Il presente lavoro si presenta come un'analisi dettagliata e aggiornata, sia dal punto di vista giuridico che economico, della disciplina sulle "controlled foreign companies", nell'ambito nazionale, anche alla luce delle modifiche introdotte dal d.l. 78/2009 ("decreto aniticrisi"), ed internazionale.
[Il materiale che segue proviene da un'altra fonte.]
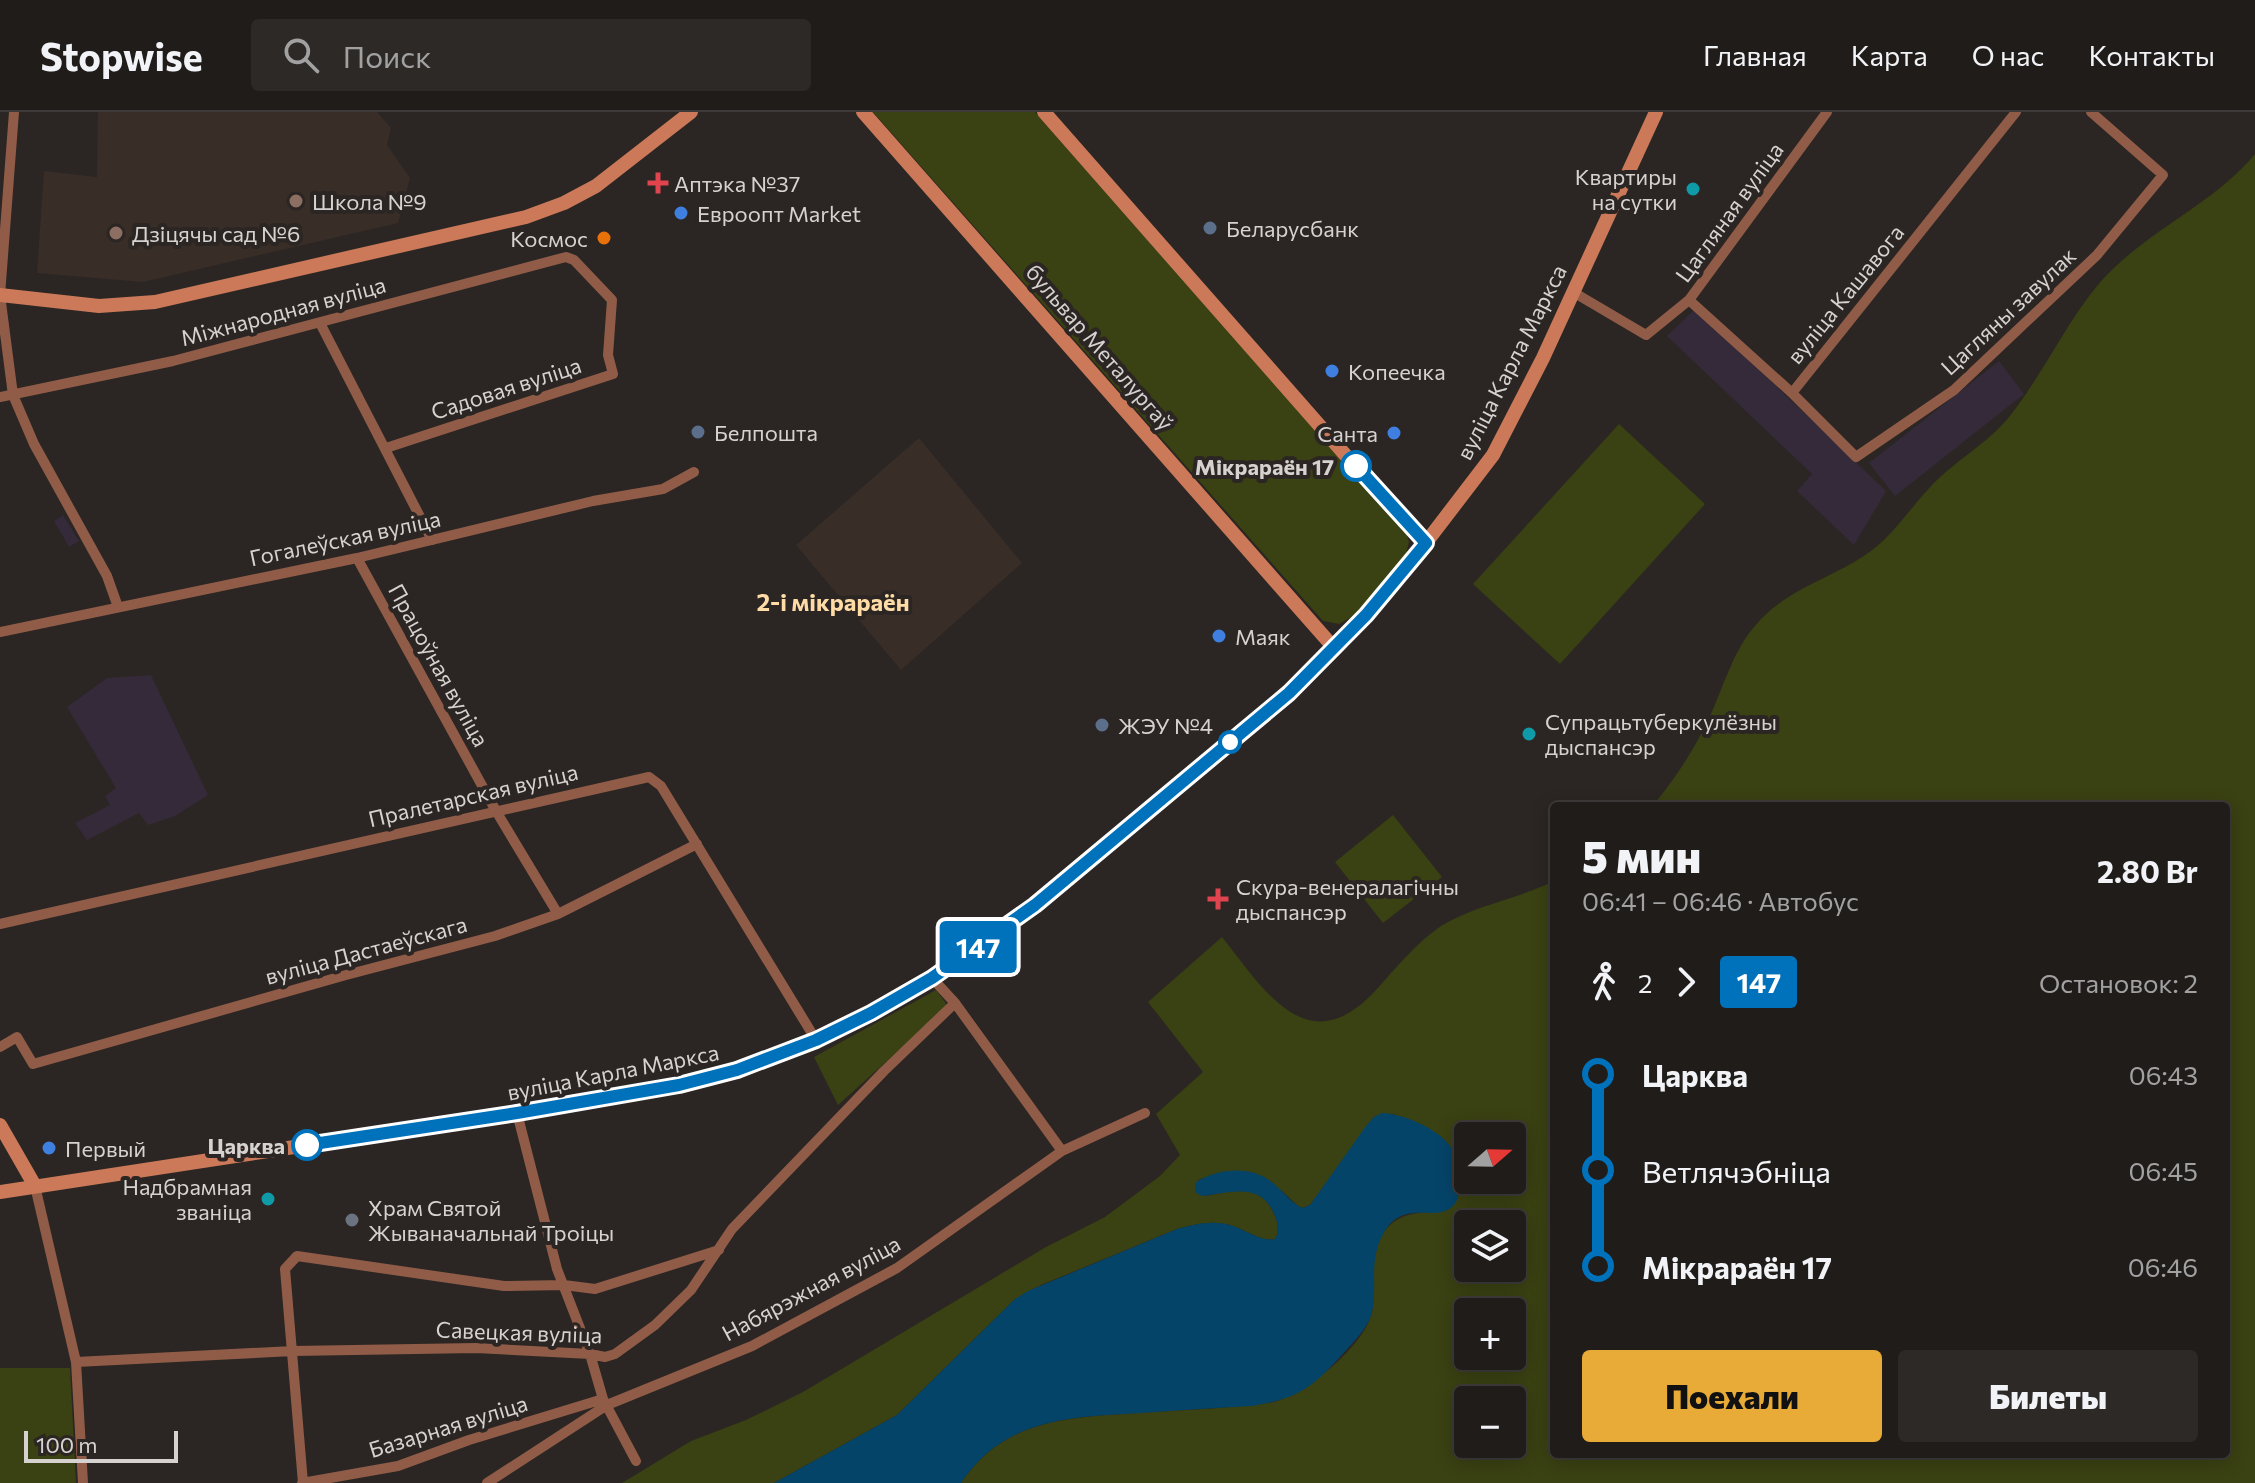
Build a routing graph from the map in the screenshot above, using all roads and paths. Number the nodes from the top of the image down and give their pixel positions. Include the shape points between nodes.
1 (14, 112) edge
2 (691, 112) edge
3 (863, 112) edge
4 (1044, 112) edge
5 (1656, 112) edge
6 (1827, 112) edge
7 (2016, 112) edge
8 (2091, 112) edge
9 (574, 260) joint
10 (1573, 292) junction
11 (0, 295) edge
12 (1689, 300) junction
13 (320, 323) junction
14 (1792, 393) junction
15 (13, 395) junction
16 (0, 397) edge
17 (386, 448) junction
18 (694, 472) dead end
19 (432, 540) junction
20 (1426, 543) junction
21 (357, 558) junction
22 (118, 607) junction
23 (0, 632) edge
24 (1335, 649) junction
25 (496, 811) junction
26 (697, 844) junction
27 (558, 914) junction
28 (0, 924) edge
29 (932, 978) junction
30 (955, 1003) junction
31 (816, 1040) junction
32 (0, 1047) edge
33 (517, 1113) junction
34 (1145, 1113) dead end
35 (0, 1125) edge
36 (1062, 1151) junction
37 (35, 1186) junction
38 (0, 1192) edge
39 (719, 1250) junction
40 (564, 1285) junction
41 (293, 1351) junction
42 (590, 1354) junction
43 (76, 1362) junction
44 (605, 1402) junction
45 (636, 1461) dead end
46 (83, 1483) edge
47 (303, 1483) edge
48 (487, 1483) edge

1 - 11 street
2 - 11 main road via 596,186 501,224 155,302 99,306
3 - 24 main road, бульвар Металургаў
4 - 20 main road
5 - 10 main road, вуліца Карла Маркса
6 - 12 street, Цагляная вуліца
7 - 14 street, вуліца Кашавога
8 - 14 street, Цагляны завулак via 2163,175 2097,255 1954,390 1856,457
9 - 13 street, Міжнародная вуліца via 566,257
9 - 17 street, Садовая вуліца via 612,300 608,355 613,374
10 - 12 street, Цагляная вуліца via 1646,335
10 - 20 main road, вуліца Карла Маркса via 1493,455
11 - 15 street
12 - 14 street, вуліца Кашавога
13 - 15 street, Міжнародная вуліца
13 - 17 street
15 - 16 street, Міжнародная вуліца
15 - 22 street
17 - 19 street
18 - 19 street, Гогалеўская вуліца via 663,489
19 - 21 street, Гогалеўская вуліца
20 - 24 main road, вуліца Карла Маркса
21 - 22 street, Гогалеўская вуліца
21 - 25 street, Працоўная вуліца
22 - 23 street, Гогалеўская вуліца
24 - 29 main road, вуліца Карла Маркса via 1035,905
25 - 26 street, Пралетарская вуліца via 649,777 661,786
25 - 27 street, Працоўная вуліца
25 - 28 street, Пралетарская вуліца
26 - 27 street, вуліца Дастаеўскага
26 - 31 street, Пралетарская вуліца
27 - 32 street, вуліца Дастаеўскага via 33,1064 17,1037
29 - 30 street
29 - 31 main road, вуліца Карла Маркса
30 - 36 street
30 - 39 street, Савецкая вуліца via 742,1218
31 - 33 main road, вуліца Карла Маркса via 679,1085
33 - 37 main road, вуліца Карла Маркса
33 - 40 street
34 - 36 street, Набярэжная вуліца
35 - 37 main road
36 - 44 street, Набярэжная вуліца via 897,1268 828,1307 752,1346
37 - 38 main road, вуліца Карла Маркса
37 - 43 street
39 - 40 street via 595,1289
39 - 42 street, Савецкая вуліца via 691,1290 655,1325 615,1354
40 - 41 street via 504,1286 297,1256 285,1269
40 - 42 street
41 - 42 street, Савецкая вуліца via 476,1348
41 - 43 street, Савецкая вуліца
41 - 47 street
42 - 44 street
43 - 46 street
44 - 45 street
44 - 47 street, Базарная вуліца via 398,1466
44 - 48 street, Набярэжная вуліца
Partendo da concetti fondamentali come elusione,evasione e pianificazione fiscale internazionale, che rappresentano lo sfondo nel quale l'argomento trattato si inserisce, essendo la disciplina sulle partecipate estere, sicuramente, una delle direzioni verso cui si muovono gli strumenti per neutralizzare l'erosione di base imponibile nazionale che avviene attraverso la sistematica delocalizzazione degli investimenti all'estero da parte di un soggetto residente, il lavoro in oggetto si snoda nel descrivere dettagliatamente, da una parte, la disciplina cfc italiana, sottolineandone gli aspetti fondamentali (genesi, evoluzione nel tempo fino ai più recenti aggiornamenti in precedenza richiamati, analisi dettagliata degli aspetti soggettivi e oggettivi della disciplina in materia si società controllate e collegate estere, il credito d'imposta, la doppia imposizione economica, i regimi fiscalmente privilegiati...) e la disciplina sull'interpello e il rapporto tra il trust e la cfc (cui sono dedicati due capitoli separati) e, dall'altra parte, i profili internazionalistici e comunitari della materia in esame: si analizzano le diverse discipline estere che adottano, nel loro ordinamento fiscale, una disciplina cfc (tra cui l'ambito statunitense,francese,tedesco,inglese,portoghese,svedese,danese,spagnolo...), al fine di rendere un paragone tra loro e con la nostra normativa adottata; si analizzano i diversi rapporti Ocse aventi ad oggetto la cfc legislation, i rapporti che le cfc rules hanno con le convenzioni internazionali e con il diritto comunitario attraverso l'esame della loro compatibilità con le libertà fondamentali di stabilimento e circolazione di capitali, concludendo con l'importantissima sentenza Cadbury Schweppes, che rappresenta un punto fermo in materia.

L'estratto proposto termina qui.